Operations – Ensuring a Strong AWS Foundation for Multi-Account and Multi-Region Environments

Your Landing Zone strategy needs to factor in requirements such as the observability of your platform and applications, infrastructure monitoring, application monitoring, incident management, change management, and so on.

Notifications, alerting, and reporting should integrate with existing paging tools. This should allow the on -call operation teams to support the landing zone, or any outage, with the same priority they would give to a productive application that no longer works. AWS offers additional services such as Personal Health Dashboards ( PHD) and Service Limits alerting, which are quintessential to surface any ongoing issues with the services in a particular region, as well as the planned maintenance activities of your resources.
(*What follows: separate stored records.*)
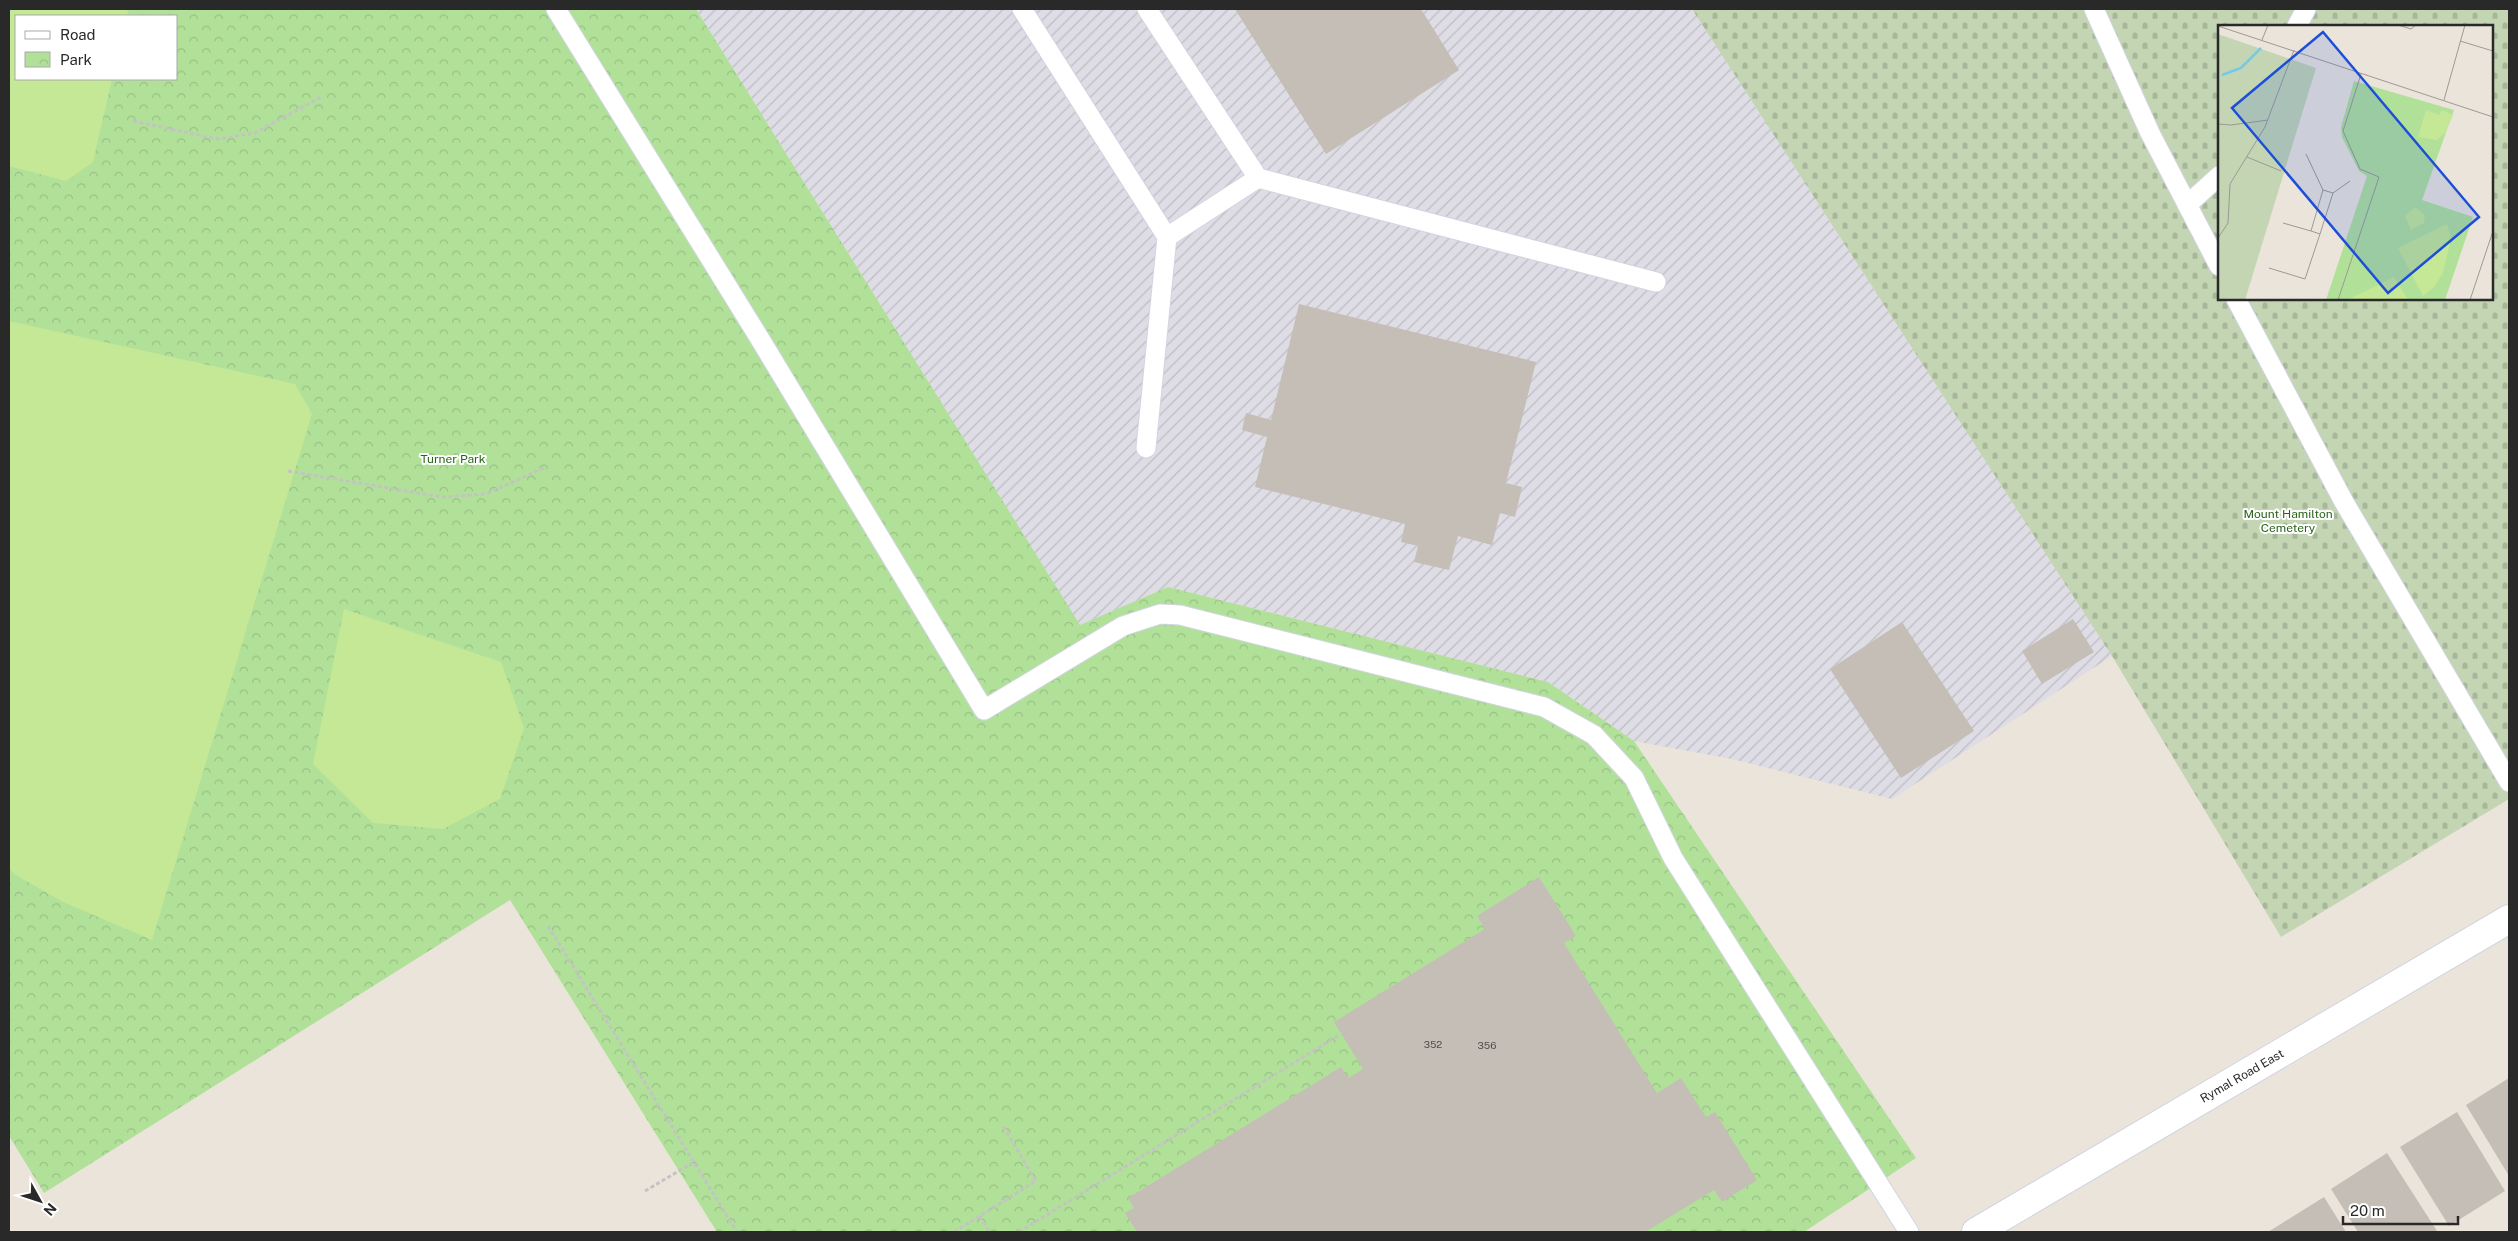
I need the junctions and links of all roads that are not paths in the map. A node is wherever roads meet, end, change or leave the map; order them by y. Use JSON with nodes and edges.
{"nodes":[{"id":1,"x":556,"y":9,"type":"edge"},
{"id":2,"x":1022,"y":9,"type":"edge"},
{"id":3,"x":1147,"y":9,"type":"edge"},
{"id":4,"x":2094,"y":9,"type":"edge"},
{"id":5,"x":2306,"y":9,"type":"edge"},
{"id":6,"x":2298,"y":25,"type":"edge"},
{"id":7,"x":2218,"y":177,"type":"edge"},
{"id":8,"x":1258,"y":178,"type":"junction"},
{"id":9,"x":2187,"y":205,"type":"junction"},
{"id":10,"x":1167,"y":237,"type":"junction"},
{"id":11,"x":2218,"y":264,"type":"edge"},
{"id":12,"x":1656,"y":282,"type":"dead end"},
{"id":13,"x":2237,"y":300,"type":"edge"},
{"id":14,"x":1146,"y":448,"type":"dead end"},
{"id":15,"x":2509,"y":782,"type":"edge"},
{"id":16,"x":2509,"y":919,"type":"edge"},
{"id":17,"x":1909,"y":1232,"type":"edge"},
{"id":18,"x":1976,"y":1232,"type":"edge"}],
"edges":[{"from":1,"to":17,"type":"lane"},
{"from":2,"to":10,"type":"lane"},
{"from":3,"to":8,"type":"lane"},
{"from":4,"to":9,"type":"lane"},
{"from":5,"to":6,"type":"lane"},
{"from":7,"to":9,"type":"lane"},
{"from":8,"to":10,"type":"lane"},
{"from":8,"to":12,"type":"lane"},
{"from":9,"to":11,"type":"lane"},
{"from":10,"to":14,"type":"lane"},
{"from":13,"to":15,"type":"lane"},
{"from":16,"to":18,"type":"main road","name":"Rymal Road East"}]}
Having covered the key considerations of a good Landing Zone concept, let’s dive into some best practices that will set you up for success.

Best practices for managing multi-account architectures

The best practices that follow touch upon a lot of areas that we covered in the previous section. Based on my experience developing Landing Zones for multiple enterprise customers, I would like to share some insights into the best practices that you could consider adopting for your organization.
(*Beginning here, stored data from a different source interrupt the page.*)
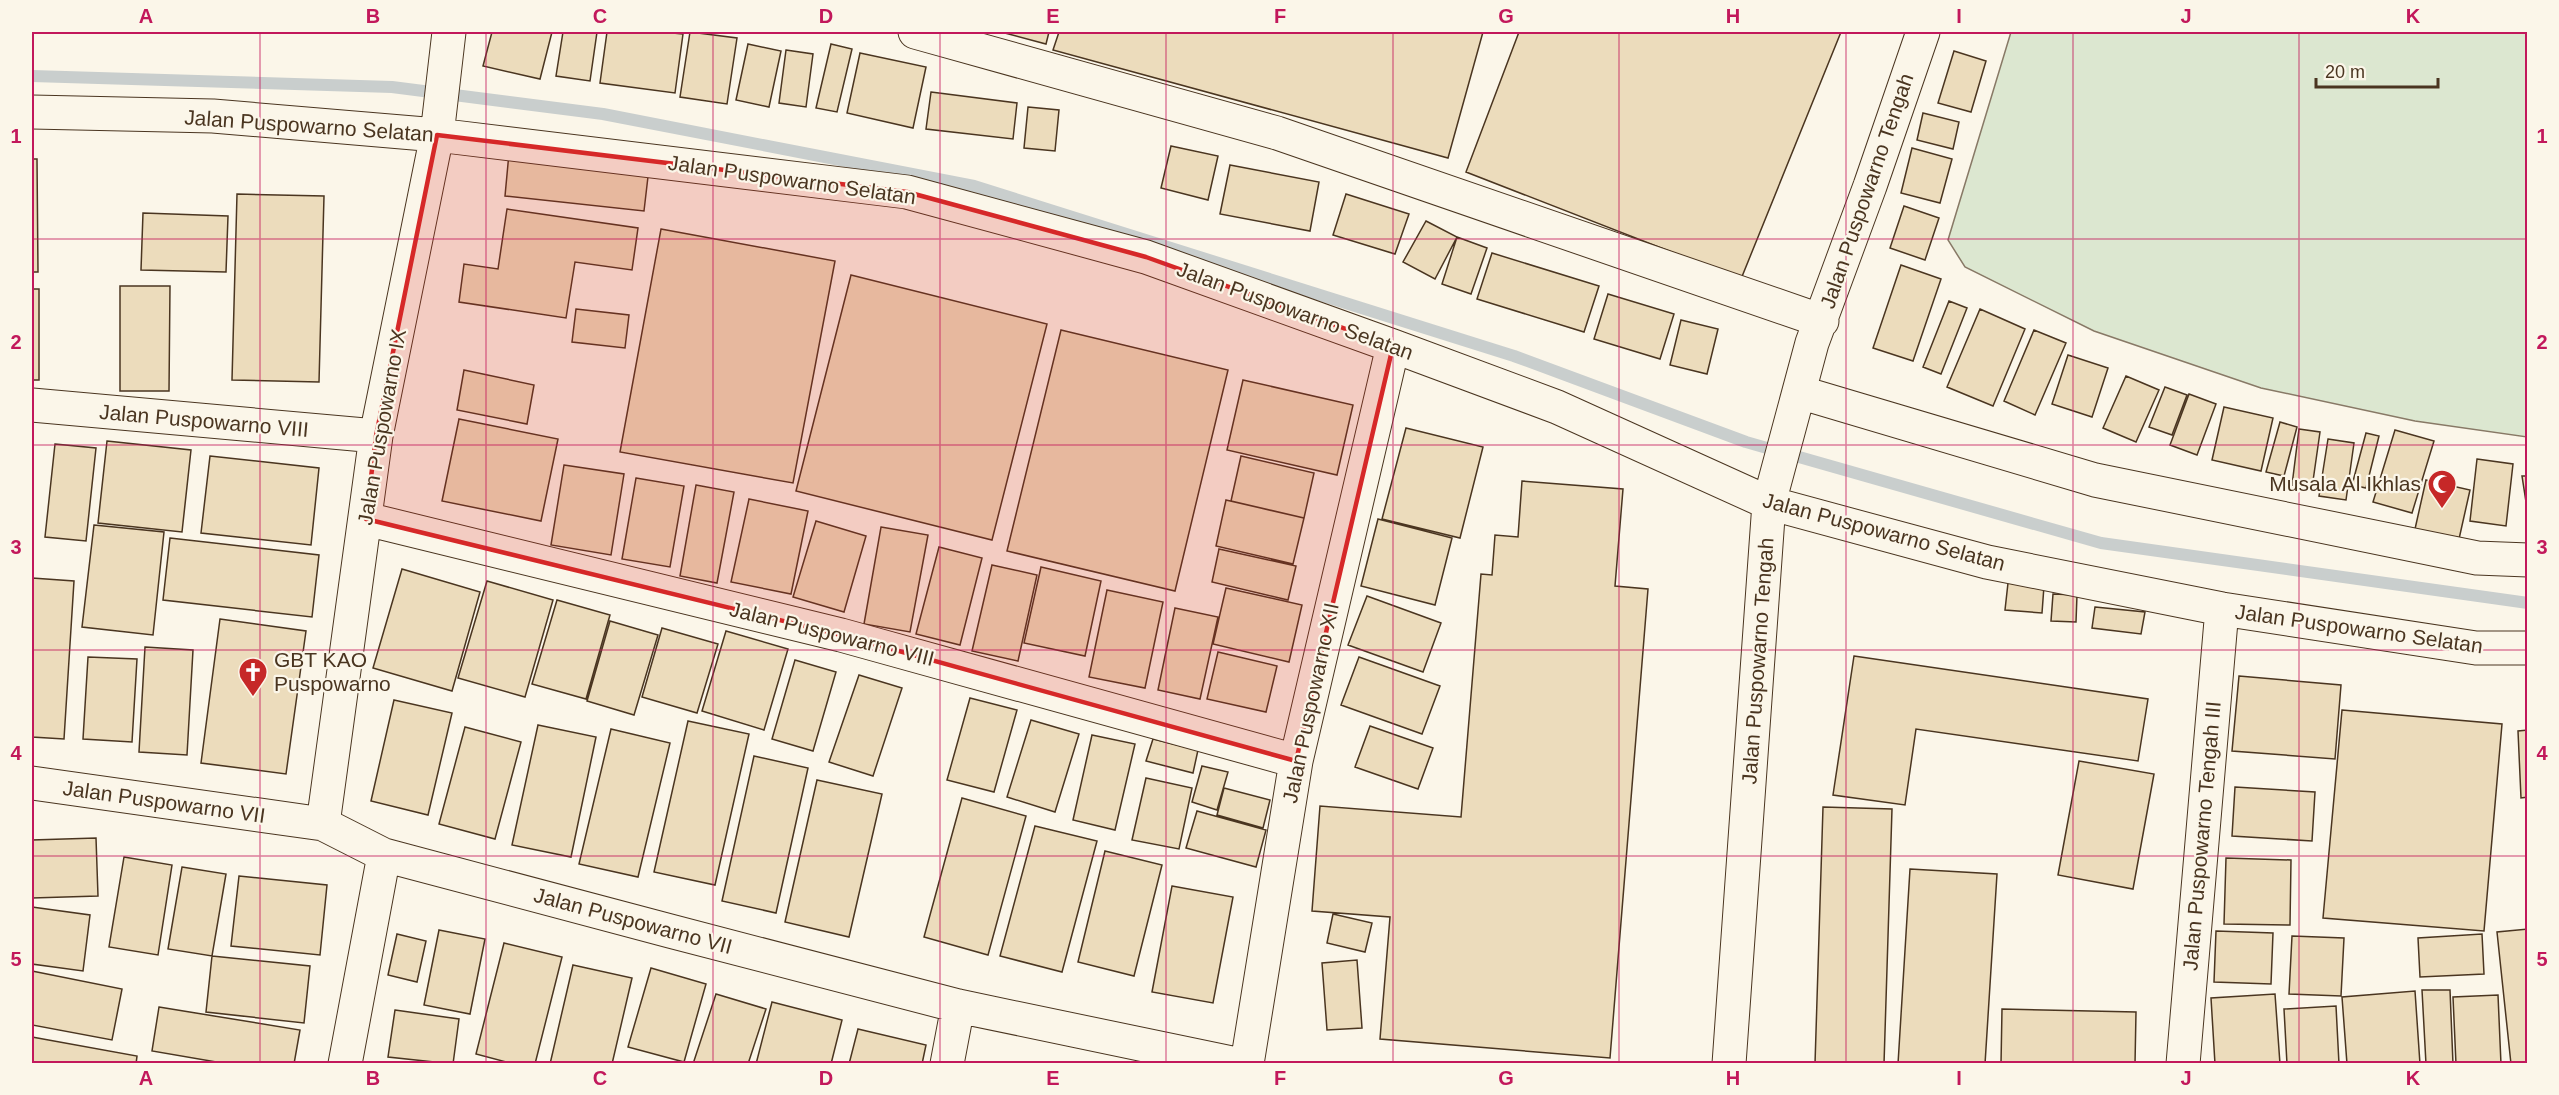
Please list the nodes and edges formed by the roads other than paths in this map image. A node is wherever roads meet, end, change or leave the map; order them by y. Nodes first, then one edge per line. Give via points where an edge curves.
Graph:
1 (449, 32) edge
2 (915, 32) edge
3 (1923, 32) edge
4 (32, 112) edge
5 (439, 122) junction
6 (1822, 321) junction
7 (1393, 345) junction
8 (1797, 400) junction
9 (32, 405) edge
10 (376, 436) junction
11 (1771, 494) junction
12 (366, 519) junction
13 (2528, 560) edge
14 (2222, 609) junction
15 (2528, 648) edge
16 (1296, 761) junction
17 (32, 783) edge
18 (323, 824) junction
19 (384, 855) junction
20 (958, 1006) junction
21 (345, 1064) edge
22 (948, 1064) edge
23 (1236, 1064) edge
24 (1247, 1064) edge
25 (1729, 1064) edge
26 (2183, 1064) edge

1 - 5 street, Jalan Puspowarno IX
2 - 6 street via 1277,133
3 - 6 street, Jalan Puspowarno Tengah
4 - 5 street, Jalan Puspowarno Selatan
5 - 7 street, Jalan Puspowarno Selatan via 907,192 1146,257
5 - 10 street, Jalan Puspowarno IX
6 - 8 street, Jalan Puspowarno Tengah
7 - 11 street, Jalan Puspowarno Selatan
7 - 16 street, Jalan Puspowarno XII
8 - 11 street, Jalan Puspowarno Tengah
8 - 13 street via 2095,480 2477,558
9 - 10 street, Jalan Puspowarno VIII
10 - 12 street, Jalan Puspowarno IX
11 - 14 street, Jalan Puspowarno Selatan via 1987,562
11 - 25 street, Jalan Puspowarno Tengah
12 - 16 street, Jalan Puspowarno VIII via 841,635
12 - 18 street, Jalan Puspowarno IX
14 - 15 street, Jalan Puspowarno Selatan via 2476,648
14 - 26 street, Jalan Puspowarno Tengah III
16 - 24 street, Jalan Puspowarno XII
17 - 18 street, Jalan Puspowarno VII
18 - 19 street, Jalan Puspowarno VII
19 - 20 street, Jalan Puspowarno VII
19 - 21 street
20 - 22 street
20 - 23 street, Jalan Puspowarno VII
Limiting access to the management account

The AWS account where you bootstrap the AWS Organizations organization is known as the management account, or the master payer. This is a highly privileged account that gives access to policy management, centralized billing and cost reports, and account management. It should only be accessed by selected personnel, under exceptional circumstances.

SCPs do not apply to the management account, which makes it difficult to enforce any policies or governance control at this level. Secondly, by default, AWS Organizations injects an IAM role into all AWS accounts in the organization, with AdministratorAccess privileges, and a trust policy that allows the management account unrestricted access. This implies that anyone who has access to the management account can assume this role and gain escalated privileges into any other account in the organization unless some additional measures have been taken to not allow this. Furthermore, since all policies are managed and enforced from the management account, you can lift all restrictions and expose the entire organization to security risks.

As part of the Landing Zone automation process, certain use cases cannot be avoided where tools need access to the management account to carry out some operations that can only be executed from within the management account. For example, enabling an opt-in region, or moving an account to a different OU, can only be performed from within the management account. A good security practice is to create fine-grained IAM roles in the management account that give permissions to the Landing Zone automation tools to only execute the IAM actions that are permitted.

AWS Organizations also has an interesting feature known as Delegated Admin, support for which is now being expanded to many AWS services. This allows thedelegation of the administrative capabilities of a specific service to another account in the organization. Delegated Admin further limits the need to log into the management account and allows the service owners to administer a certain service from the delegated account itself.